An anderen Tagen stellt sich Brons und Rays Lage allerdings als nicht so rosig dar. Beide haben Schwierigkeiten mit ihren Familien – Bron, weil sie Transfrau ist, und Ray wegen der lesbischen Beziehung, in der sie lebt. Das bedroht ihre Beziehung zur Nichte, aber auch ihre Beziehung miteinander.

Transfiguren als Monster

Die Autorin habe sich von Fantasygeschichten zu einem sehr gelungenen stilistischen Kniff inspirieren lassen, findet Katrin Doerksen. "In diesen ausgelassenen Spielszenen mit der Nichte verändern sich die Figuren plötzlich und morphen zu Mischwesen aus Mensch, Fisch, Amphibien."
In diesen Momenten erinnert der Comic an Monsterfilmklassiker wie zum Beispiel "Der Schrecken vom Amazonas" von 1954 - ein Paradebeispiel für die lange Genretradition, in der das Monster das Fremde verkörpert, das gesellschaftliche Normen herausfordert.
"Lange Zeit war das eine der wenigen Möglichkeiten überhaupt, so etwas wie eine queere Repräsentation auch nur ansatzweise in den Mainstreammedien unterzubringen." Denn im Hollywoodkino der 50er-Jahre waren Filme über Transfiguren zwar nicht möglich, aber eben doch, ein Wesen zu zeigen, das sich Frauen mit in seine Höhle nimmt, was zumindest allegorisch eine unkonventionelle Form von Sexualität andeute, so Doerksen.

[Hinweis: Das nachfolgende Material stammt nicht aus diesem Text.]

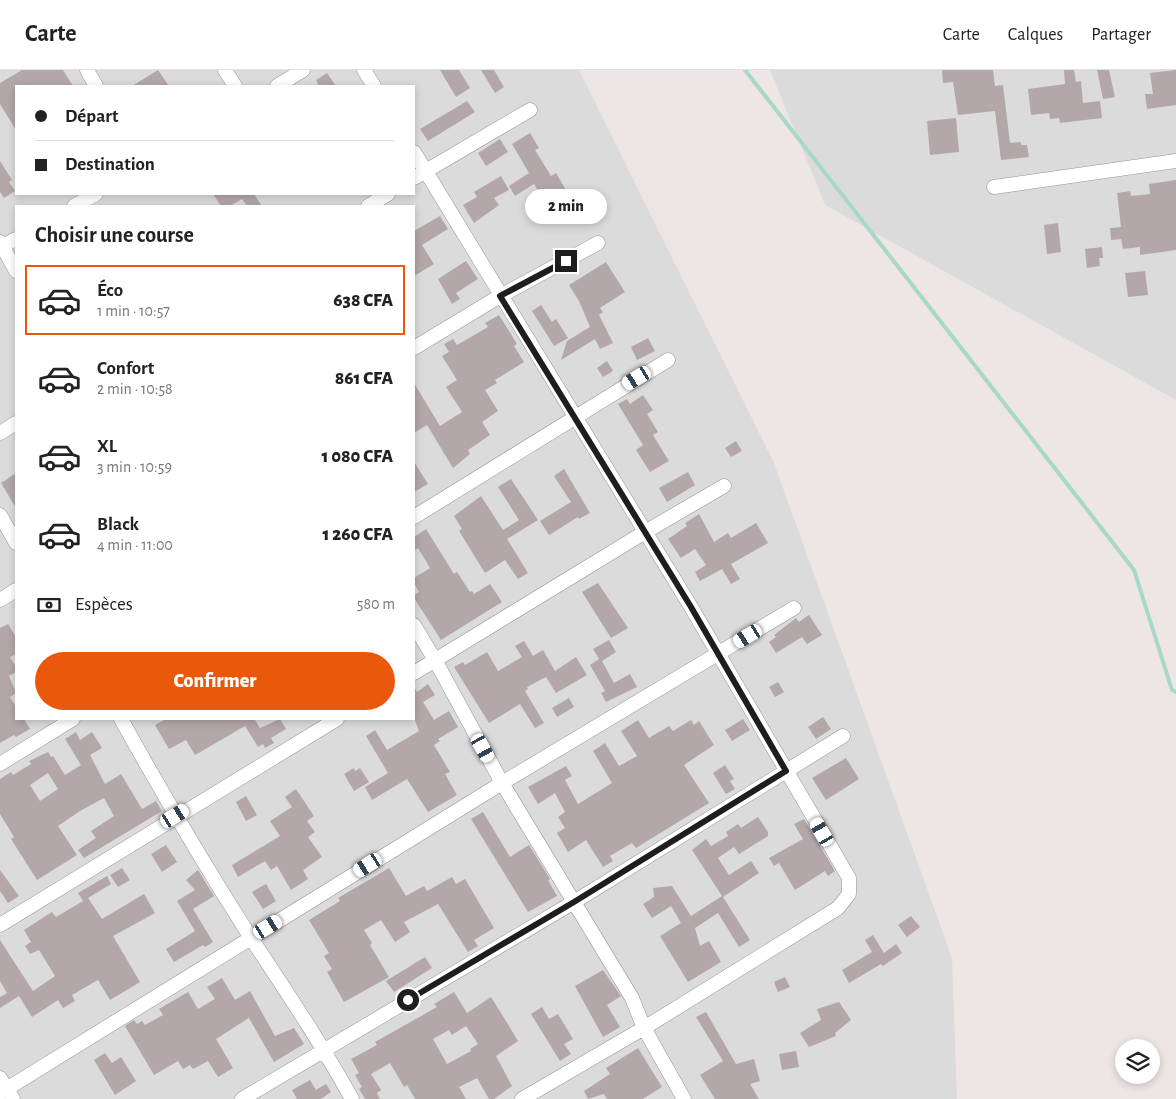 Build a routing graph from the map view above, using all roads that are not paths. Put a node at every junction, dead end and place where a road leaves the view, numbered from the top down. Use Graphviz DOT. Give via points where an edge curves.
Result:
graph roads {
  1 [pos="86,70"];
  2 [pos="225,70"];
  3 [pos="303,70"];
  4 [pos="364,70"];
  5 [pos="95,85"];
  6 [pos="234,85"];
  7 [pos="279,85"];
  8 [pos="373,85"];
  9 [pos="530,110"];
  10 [pos="415,156"];
  11 [pos="1176,161"];
  12 [pos="420,174"];
  13 [pos="994,187"];
  14 [pos="94,195"];
  15 [pos="386,195"];
  16 [pos="76,205"];
  17 [pos="370,205"];
  18 [pos="15,239"];
  19 [pos="598,243"];
  20 [pos="1,244"];
  21 [pos="15,270"];
  22 [pos="500,296"];
  23 [pos="415,347"];
  24 [pos="668,360"];
  25 [pos="575,416"];
  26 [pos="15,424"];
  27 [pos="0,433"];
  28 [pos="724,486"];
  29 [pos="0,515"];
  30 [pos="415,516"];
  31 [pos="645,532"];
  32 [pos="15,540"];
  33 [pos="15,591"];
  34 [pos="0,600"];
  35 [pos="794,608"];
  36 [pos="415,627"];
  37 [pos="718,654"];
  38 [pos="435,660"];
  39 [pos="415,672"];
  40 [pos="71,720"];
  41 [pos="122,720"];
  42 [pos="335,720"];
  43 [pos="843,736"];
  44 [pos="0,764"];
  45 [pos="786,771"];
  46 [pos="502,783"];
  47 [pos="175,816"];
  48 [pos="574,902"];
  49 [pos="0,925"];
  50 [pos="251,938"];
  51 [pos="644,1028"];
  52 [pos="325,1049"];
  53 [pos="5,1090"];
  54 [pos="242,1099"];
  55 [pos="352,1099"];
  56 [pos="522,1099"];
  57 [pos="684,1099"];
  1 -- 5 [label="street"];
  2 -- 6 [label="street"];
  3 -- 7 [label="street"];
  4 -- 8 [label="street"];
  9 -- 12 [label="street"];
  10 -- 12 [label="street"];
  11 -- 13 [label="street"];
  12 -- 22 [label="street"];
  14 -- 16 [label="street"];
  15 -- 17 [label="street"];
  18 -- 20 [label="street"];
  19 -- 22 [label="street"];
  20 -- 21 [label="street"];
  22 -- 23 [label="street"];
  22 -- 25 [label="street"];
  24 -- 25 [label="street"];
  25 -- 30 [label="street"];
  25 -- 31 [label="street"];
  26 -- 27 [label="street"];
  28 -- 31 [label="street"];
  29 -- 32 [label="street"];
  31 -- 37 [label="street"];
  31 -- 38 [label="street"];
  33 -- 34 [label="street"];
  35 -- 37 [label="street"];
  36 -- 38 [label="street"];
  37 -- 45 [label="street"];
  37 -- 46 [label="street"];
  38 -- 39 [label="street"];
  38 -- 46 [label="street"];
  40 -- 44 [label="street"];
  41 -- 47 [label="street"];
  42 -- 47 [label="street"];
  43 -- 45 [label="street"];
  45 -- 48 [label="street"];
  45 -- 51 [label="street" via="849,878 849,894 838,908"];
  46 -- 48 [label="street"];
  46 -- 50 [label="street"];
  47 -- 49 [label="street"];
  47 -- 50 [label="street"];
  48 -- 51 [label="street" via="632,998"];
  48 -- 52 [label="street"];
  50 -- 52 [label="street"];
  50 -- 53 [label="street"];
  51 -- 56 [label="street"];
  51 -- 57 [label="street"];
  52 -- 54 [label="street"];
  52 -- 55 [label="street"];
} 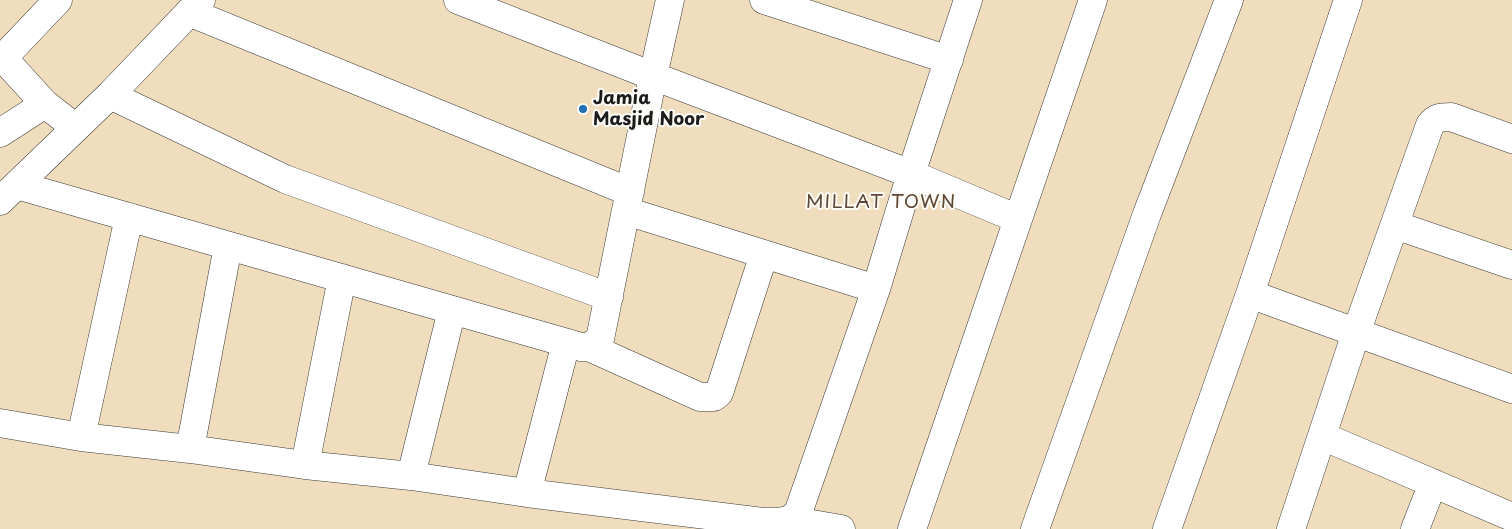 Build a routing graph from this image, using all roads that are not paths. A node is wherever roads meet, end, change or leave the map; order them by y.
1 (58, 0) edge
2 (458, 0) edge
3 (670, 0) edge
4 (764, 0) edge
5 (968, 0) edge
6 (1092, 0) edge
7 (1229, 0) edge
8 (1348, 0) edge
9 (195, 6) edge
10 (1, 56) edge
11 (949, 60) junction
12 (653, 76) junction
13 (110, 94) junction
14 (46, 104) junction
15 (76, 128) junction
16 (0, 133) edge
17 (1512, 139) edge
18 (911, 174) junction
19 (4, 198) edge
20 (628, 201) junction
21 (129, 217) junction
22 (1018, 219) junction
23 (1395, 224) junction
24 (228, 246) junction
25 (764, 254) junction
26 (1512, 265) edge
27 (342, 278) junction
28 (876, 289) junction
29 (1250, 294) junction
30 (609, 297) junction
31 (452, 310) junction
32 (1356, 333) junction
33 (578, 345) junction
34 (1512, 389) edge
35 (0, 422) edge
36 (1322, 436) junction
37 (81, 437) junction
38 (190, 449) junction
39 (305, 465) junction
40 (411, 476) junction
41 (1433, 483) junction
42 (527, 493) junction
43 (1512, 517) edge
44 (789, 520) junction
45 (841, 529) edge
46 (912, 529) edge
47 (1035, 529) edge
48 (1167, 529) edge
49 (1291, 529) edge
50 (1415, 529) edge

1 - 10 street
2 - 12 street
3 - 12 street
4 - 11 street
5 - 11 street
6 - 22 street
7 - 47 street
8 - 29 street
9 - 13 street
9 - 20 street
10 - 14 street
11 - 18 street
12 - 18 street
12 - 20 street
13 - 15 street
13 - 30 street
14 - 15 street
14 - 16 street
15 - 19 street
17 - 23 street
18 - 22 street
18 - 28 street
19 - 21 street
20 - 25 street
20 - 30 street
21 - 24 street
21 - 37 street
22 - 46 street
23 - 26 street
23 - 32 street
24 - 27 street
24 - 38 street
25 - 28 street
25 - 33 street
27 - 31 street
27 - 39 street
28 - 44 street
29 - 32 street
29 - 48 street
30 - 33 street
31 - 33 street
31 - 40 street
32 - 34 street
32 - 36 street
33 - 42 street
35 - 37 street
36 - 41 street
36 - 49 street
37 - 38 street
38 - 39 street
39 - 40 street
40 - 42 street
41 - 43 street
41 - 50 street
42 - 44 street
44 - 45 street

Themen wie Transfeindlichkeit oder Depression

Schön an diesem Comic findet Doerksen daher, "dass die Autorin dieses Motiv umdreht und sagt: Die queeren Figuren werden nicht mehr von anderen als etwas Monströses wahrgenommen, sondern das entspricht deren Eigenwahrnehmung. In ihren besten Momenten wachsen sie quasi über sich hinaus und existieren außerhalb von Schubladen, ganz selbstverständlich."
Der Titel "Steinfrucht" sei daher als das Gegenteil der Wendung "harte Schale, weicher Kern" zu verstehen, erklärt Katrin Doerksen. Auf den ersten Blick wirke die Graphic Novel wie eine "fluffige Geschichte über Tanten und ein Kind", aber tatsächlich gehe sie viel tiefer. Im Kern gehe es um Themen wie Depression, Vorurteile gegenüber Transpersonen und toxische familiäre Altlasten.